**Records for this exercise:**
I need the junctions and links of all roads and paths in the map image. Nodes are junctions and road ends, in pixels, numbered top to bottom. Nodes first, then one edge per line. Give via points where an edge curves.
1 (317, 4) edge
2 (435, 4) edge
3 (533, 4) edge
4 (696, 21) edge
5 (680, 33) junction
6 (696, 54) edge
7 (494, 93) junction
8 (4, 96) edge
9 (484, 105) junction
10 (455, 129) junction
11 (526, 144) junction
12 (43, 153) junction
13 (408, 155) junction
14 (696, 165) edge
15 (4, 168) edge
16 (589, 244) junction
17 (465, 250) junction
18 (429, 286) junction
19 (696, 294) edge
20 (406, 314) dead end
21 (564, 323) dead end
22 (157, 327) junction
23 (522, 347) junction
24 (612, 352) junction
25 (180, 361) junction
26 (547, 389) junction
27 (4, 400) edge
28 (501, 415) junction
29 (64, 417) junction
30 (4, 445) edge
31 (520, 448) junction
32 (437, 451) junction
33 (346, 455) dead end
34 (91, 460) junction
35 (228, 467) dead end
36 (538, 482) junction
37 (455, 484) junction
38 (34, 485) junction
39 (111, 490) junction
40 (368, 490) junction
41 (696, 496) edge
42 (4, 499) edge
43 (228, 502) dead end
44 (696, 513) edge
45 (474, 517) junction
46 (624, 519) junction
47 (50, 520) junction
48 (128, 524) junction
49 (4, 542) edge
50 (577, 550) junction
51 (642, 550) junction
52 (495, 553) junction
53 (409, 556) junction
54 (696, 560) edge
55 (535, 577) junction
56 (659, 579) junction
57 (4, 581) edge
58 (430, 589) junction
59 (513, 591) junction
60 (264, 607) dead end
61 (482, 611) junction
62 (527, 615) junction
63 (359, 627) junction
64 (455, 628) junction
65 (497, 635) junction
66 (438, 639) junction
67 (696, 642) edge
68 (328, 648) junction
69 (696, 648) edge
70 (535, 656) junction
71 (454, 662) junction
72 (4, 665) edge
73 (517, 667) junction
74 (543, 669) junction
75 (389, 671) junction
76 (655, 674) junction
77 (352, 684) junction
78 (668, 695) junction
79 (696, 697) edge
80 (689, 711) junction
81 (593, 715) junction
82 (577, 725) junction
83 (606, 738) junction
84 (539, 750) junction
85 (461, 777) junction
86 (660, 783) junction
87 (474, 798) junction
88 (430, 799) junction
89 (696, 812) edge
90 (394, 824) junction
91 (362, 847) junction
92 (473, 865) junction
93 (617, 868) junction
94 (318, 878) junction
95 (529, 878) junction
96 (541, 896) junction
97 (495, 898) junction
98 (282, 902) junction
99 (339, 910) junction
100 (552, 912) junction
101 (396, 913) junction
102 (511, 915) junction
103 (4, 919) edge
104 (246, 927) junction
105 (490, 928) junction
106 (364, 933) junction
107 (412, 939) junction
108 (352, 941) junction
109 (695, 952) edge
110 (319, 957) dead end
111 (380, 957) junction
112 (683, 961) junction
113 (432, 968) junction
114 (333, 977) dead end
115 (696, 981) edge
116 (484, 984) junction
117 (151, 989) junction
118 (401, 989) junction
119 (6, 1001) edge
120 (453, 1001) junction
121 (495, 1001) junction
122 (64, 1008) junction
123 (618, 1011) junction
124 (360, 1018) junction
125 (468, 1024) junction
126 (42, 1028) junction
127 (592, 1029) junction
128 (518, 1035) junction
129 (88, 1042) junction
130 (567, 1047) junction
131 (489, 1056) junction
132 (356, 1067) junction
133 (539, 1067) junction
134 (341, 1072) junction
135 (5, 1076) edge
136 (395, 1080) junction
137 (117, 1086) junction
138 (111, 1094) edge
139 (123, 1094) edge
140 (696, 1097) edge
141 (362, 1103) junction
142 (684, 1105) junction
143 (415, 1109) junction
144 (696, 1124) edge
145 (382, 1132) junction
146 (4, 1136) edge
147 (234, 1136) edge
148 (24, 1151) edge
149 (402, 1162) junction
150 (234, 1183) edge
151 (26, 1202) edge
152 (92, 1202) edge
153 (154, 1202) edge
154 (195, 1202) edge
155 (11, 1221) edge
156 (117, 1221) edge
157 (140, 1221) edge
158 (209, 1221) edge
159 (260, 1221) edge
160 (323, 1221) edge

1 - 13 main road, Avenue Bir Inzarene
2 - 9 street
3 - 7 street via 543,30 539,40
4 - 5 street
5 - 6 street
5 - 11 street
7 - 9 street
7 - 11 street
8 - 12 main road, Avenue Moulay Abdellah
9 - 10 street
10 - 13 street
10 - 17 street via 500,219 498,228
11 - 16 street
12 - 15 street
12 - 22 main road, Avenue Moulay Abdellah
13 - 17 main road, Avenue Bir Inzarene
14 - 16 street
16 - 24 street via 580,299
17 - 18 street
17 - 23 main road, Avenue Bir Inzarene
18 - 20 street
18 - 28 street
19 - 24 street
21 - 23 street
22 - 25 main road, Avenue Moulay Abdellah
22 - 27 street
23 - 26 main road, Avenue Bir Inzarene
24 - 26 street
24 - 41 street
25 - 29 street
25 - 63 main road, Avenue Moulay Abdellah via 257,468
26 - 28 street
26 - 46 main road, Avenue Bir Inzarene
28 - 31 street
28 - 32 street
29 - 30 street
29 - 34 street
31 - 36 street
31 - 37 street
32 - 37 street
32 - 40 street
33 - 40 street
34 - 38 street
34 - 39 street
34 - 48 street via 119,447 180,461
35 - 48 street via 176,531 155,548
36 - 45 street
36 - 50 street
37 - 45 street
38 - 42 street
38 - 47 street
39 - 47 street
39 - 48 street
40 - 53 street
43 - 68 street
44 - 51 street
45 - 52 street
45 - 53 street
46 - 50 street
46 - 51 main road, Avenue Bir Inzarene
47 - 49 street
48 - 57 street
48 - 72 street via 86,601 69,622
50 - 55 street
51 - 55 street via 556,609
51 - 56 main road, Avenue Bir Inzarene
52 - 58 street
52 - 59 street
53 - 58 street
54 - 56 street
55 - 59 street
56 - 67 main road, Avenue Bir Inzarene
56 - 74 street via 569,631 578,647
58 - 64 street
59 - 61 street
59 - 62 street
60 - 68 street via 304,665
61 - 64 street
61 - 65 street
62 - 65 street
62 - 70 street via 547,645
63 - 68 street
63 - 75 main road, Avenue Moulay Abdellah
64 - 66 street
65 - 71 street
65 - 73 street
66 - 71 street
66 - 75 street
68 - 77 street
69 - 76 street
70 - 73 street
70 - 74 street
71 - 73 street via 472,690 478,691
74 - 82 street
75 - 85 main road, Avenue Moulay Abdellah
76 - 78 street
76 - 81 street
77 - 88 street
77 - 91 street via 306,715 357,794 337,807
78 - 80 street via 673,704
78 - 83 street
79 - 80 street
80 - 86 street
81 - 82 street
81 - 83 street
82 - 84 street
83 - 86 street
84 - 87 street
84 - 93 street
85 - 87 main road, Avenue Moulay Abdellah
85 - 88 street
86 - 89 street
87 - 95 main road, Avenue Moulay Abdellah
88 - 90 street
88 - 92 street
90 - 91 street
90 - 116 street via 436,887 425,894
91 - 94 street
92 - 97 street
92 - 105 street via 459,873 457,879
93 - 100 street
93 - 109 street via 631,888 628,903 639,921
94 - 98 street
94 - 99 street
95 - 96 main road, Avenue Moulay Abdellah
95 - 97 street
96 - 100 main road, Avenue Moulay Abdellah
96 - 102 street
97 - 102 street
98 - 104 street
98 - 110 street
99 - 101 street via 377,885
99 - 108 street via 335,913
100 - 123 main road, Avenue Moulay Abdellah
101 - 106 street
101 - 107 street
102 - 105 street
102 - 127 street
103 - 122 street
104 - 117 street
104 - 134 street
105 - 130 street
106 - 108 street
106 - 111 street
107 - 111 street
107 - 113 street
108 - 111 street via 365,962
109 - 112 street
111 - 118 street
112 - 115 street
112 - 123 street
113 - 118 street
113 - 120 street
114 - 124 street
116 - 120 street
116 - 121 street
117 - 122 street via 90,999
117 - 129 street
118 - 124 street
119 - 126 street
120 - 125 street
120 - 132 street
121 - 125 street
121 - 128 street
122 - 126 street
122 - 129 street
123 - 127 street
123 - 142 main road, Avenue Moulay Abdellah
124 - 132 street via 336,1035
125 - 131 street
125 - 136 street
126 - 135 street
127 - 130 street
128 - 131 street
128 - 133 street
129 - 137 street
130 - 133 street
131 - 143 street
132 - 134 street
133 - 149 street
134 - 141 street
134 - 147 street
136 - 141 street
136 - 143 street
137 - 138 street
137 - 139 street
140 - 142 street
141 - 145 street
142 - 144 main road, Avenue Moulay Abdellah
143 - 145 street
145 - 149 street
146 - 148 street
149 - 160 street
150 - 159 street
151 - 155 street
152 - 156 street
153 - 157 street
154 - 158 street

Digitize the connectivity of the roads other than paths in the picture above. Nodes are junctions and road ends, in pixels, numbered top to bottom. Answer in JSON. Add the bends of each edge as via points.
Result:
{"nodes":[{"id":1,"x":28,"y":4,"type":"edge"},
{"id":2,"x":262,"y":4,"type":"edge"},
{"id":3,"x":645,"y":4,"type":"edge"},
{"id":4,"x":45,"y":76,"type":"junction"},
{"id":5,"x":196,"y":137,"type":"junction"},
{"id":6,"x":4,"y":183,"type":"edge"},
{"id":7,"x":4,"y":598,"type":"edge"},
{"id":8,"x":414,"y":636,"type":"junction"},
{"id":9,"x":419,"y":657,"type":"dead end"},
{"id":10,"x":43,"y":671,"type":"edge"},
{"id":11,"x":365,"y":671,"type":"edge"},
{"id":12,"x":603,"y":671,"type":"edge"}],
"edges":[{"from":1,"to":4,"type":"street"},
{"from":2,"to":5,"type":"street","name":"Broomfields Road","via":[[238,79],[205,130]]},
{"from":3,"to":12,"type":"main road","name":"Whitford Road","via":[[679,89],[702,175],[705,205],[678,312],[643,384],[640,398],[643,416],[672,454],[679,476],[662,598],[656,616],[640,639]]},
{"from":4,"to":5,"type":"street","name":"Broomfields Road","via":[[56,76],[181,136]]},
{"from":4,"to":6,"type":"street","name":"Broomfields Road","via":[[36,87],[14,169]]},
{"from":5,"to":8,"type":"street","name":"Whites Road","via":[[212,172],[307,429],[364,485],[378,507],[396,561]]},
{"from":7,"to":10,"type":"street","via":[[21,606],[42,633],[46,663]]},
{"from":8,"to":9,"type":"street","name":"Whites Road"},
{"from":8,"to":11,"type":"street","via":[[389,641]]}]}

**Aim of the task:**
After reading the material above, tally the lines that include the string "Broomfields" and give only the number.

**Answer for this exercise:**
3